In such a vibrant arts community as the Twin Cities, with internationally renowned printmaking collectives such as Aesthetic Apparatus and Burlesque of North America, how is that Daniel Luedtke, aka Danimal -- a musician with no formal education in visual art, working as a one-man design studio -- has become one of the scene's hottest printmakers? Two words: concept and color.
Producing highly conceptual works punctuated with dazzling color and almost hallucinatory geometric transmogrifications, Luedtke has made a quick and walloping splash in the music community with pupil-constricting album art, posters and T-shirts for some of the Twin Cities' most interesting (rather than popular) bands.
From his home/design studio in south Minneapolis, Luedtke attempts to explain his fascination with color, saying, "Thinking of it linguistically, [color] is like a noun and a verb.

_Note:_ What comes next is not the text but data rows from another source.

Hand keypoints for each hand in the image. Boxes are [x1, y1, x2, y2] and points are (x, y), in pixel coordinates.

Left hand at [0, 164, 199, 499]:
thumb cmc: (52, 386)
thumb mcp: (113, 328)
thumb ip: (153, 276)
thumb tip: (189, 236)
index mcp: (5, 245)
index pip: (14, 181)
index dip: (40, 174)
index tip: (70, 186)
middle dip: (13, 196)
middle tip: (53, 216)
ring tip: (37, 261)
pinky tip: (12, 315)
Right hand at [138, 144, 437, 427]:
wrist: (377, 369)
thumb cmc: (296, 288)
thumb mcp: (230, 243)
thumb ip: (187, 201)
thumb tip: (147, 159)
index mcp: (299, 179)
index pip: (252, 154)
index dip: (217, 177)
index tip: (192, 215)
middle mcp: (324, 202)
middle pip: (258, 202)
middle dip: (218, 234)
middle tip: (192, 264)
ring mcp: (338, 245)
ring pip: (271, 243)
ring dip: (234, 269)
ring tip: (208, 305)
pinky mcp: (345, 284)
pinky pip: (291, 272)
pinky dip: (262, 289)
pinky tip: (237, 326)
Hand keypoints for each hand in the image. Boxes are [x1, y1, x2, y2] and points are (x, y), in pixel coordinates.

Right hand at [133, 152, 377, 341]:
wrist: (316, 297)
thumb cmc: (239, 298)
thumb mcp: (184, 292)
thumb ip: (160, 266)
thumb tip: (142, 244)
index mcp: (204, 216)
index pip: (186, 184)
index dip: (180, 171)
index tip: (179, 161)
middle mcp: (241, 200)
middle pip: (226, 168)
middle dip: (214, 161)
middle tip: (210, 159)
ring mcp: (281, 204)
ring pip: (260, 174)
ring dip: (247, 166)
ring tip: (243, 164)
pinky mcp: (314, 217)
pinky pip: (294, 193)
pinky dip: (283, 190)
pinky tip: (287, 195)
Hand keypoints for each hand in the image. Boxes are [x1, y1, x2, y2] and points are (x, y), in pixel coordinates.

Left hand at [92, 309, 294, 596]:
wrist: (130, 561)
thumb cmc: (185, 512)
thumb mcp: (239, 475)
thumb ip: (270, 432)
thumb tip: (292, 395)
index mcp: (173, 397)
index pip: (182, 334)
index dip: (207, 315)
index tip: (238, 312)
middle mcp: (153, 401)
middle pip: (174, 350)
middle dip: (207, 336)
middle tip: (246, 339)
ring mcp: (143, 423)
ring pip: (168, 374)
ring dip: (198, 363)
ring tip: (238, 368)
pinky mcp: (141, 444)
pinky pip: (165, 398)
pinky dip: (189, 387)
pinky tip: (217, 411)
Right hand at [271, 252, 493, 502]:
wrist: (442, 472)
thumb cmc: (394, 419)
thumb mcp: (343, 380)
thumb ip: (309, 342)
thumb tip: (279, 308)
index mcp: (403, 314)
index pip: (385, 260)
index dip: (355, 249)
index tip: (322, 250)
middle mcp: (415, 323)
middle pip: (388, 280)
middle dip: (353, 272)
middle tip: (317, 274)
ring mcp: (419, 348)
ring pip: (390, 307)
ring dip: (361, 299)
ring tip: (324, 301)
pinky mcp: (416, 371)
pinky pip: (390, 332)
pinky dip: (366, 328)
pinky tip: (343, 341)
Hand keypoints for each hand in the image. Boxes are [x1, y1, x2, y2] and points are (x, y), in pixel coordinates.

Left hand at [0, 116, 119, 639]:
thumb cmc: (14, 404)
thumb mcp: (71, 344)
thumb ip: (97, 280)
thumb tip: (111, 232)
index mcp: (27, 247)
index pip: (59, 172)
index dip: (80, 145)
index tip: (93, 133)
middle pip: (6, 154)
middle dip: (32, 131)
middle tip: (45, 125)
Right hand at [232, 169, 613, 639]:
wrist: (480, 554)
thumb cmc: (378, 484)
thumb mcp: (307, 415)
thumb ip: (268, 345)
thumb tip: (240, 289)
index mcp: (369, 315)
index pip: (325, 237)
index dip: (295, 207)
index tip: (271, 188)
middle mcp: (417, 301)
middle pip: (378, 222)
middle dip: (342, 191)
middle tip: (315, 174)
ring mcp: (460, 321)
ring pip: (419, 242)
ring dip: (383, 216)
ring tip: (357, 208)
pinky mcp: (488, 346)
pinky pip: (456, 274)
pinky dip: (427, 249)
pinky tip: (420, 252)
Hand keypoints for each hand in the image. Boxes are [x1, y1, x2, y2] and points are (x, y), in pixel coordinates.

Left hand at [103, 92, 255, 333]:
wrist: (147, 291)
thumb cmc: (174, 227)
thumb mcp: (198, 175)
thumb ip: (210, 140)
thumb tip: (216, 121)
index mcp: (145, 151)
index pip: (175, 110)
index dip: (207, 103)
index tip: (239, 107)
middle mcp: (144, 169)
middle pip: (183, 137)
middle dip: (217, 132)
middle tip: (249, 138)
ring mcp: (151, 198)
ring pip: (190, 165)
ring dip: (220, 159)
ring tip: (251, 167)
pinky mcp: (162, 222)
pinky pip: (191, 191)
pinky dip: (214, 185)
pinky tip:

It can be something that just carries the idea, or it can be the idea itself."
While the idea of "color as concept" is nothing new (Fauvist painters were emphasizing color over form back at the turn of the 20th century), it is a rare, and captivating, approach among local postermakers. While others try to make their illustrations appear iconic, favoring black, primary, or monochromatic prints, Luedtke seeks intensity.
"I use really bright colors," he said. "It's probably a combination of being inspired by '60s Pop Art, and growing up in the '80s and '90s. I mean, I had a fluorescent yellow skateboard that had a hot pink scorpion on the bottom."
Illuminated in these bursts of pigmentation are surreal and throttling images. Juxtaposing geometric abstractions with a twisted cartoonist's sense of humor and strongly sexual themes, Luedtke's prints convey obliquely articulated messages and emotions that one feels intuitively even when the encryption can't quite be hacked.
In a 2009 exhibition at Highpoint Center for Printmaking in Minneapolis, he blanketed the wall around his displayed prints with banana wallpaper, depicting interlocking black and yellow wireframes of the suggestively shaped fruit--a symbolic backdrop nudging onlookers to calibrate their interpretations through a sexual lens.
In a more recent print, "Her Left, Her Right," three dithered illustrations portraying a nude female walk upside down across a series of headshots of the same woman. The whole image is swathed in blotches of color that both accent and obscure her features. While the message is vague, the mood is absolutely palpable.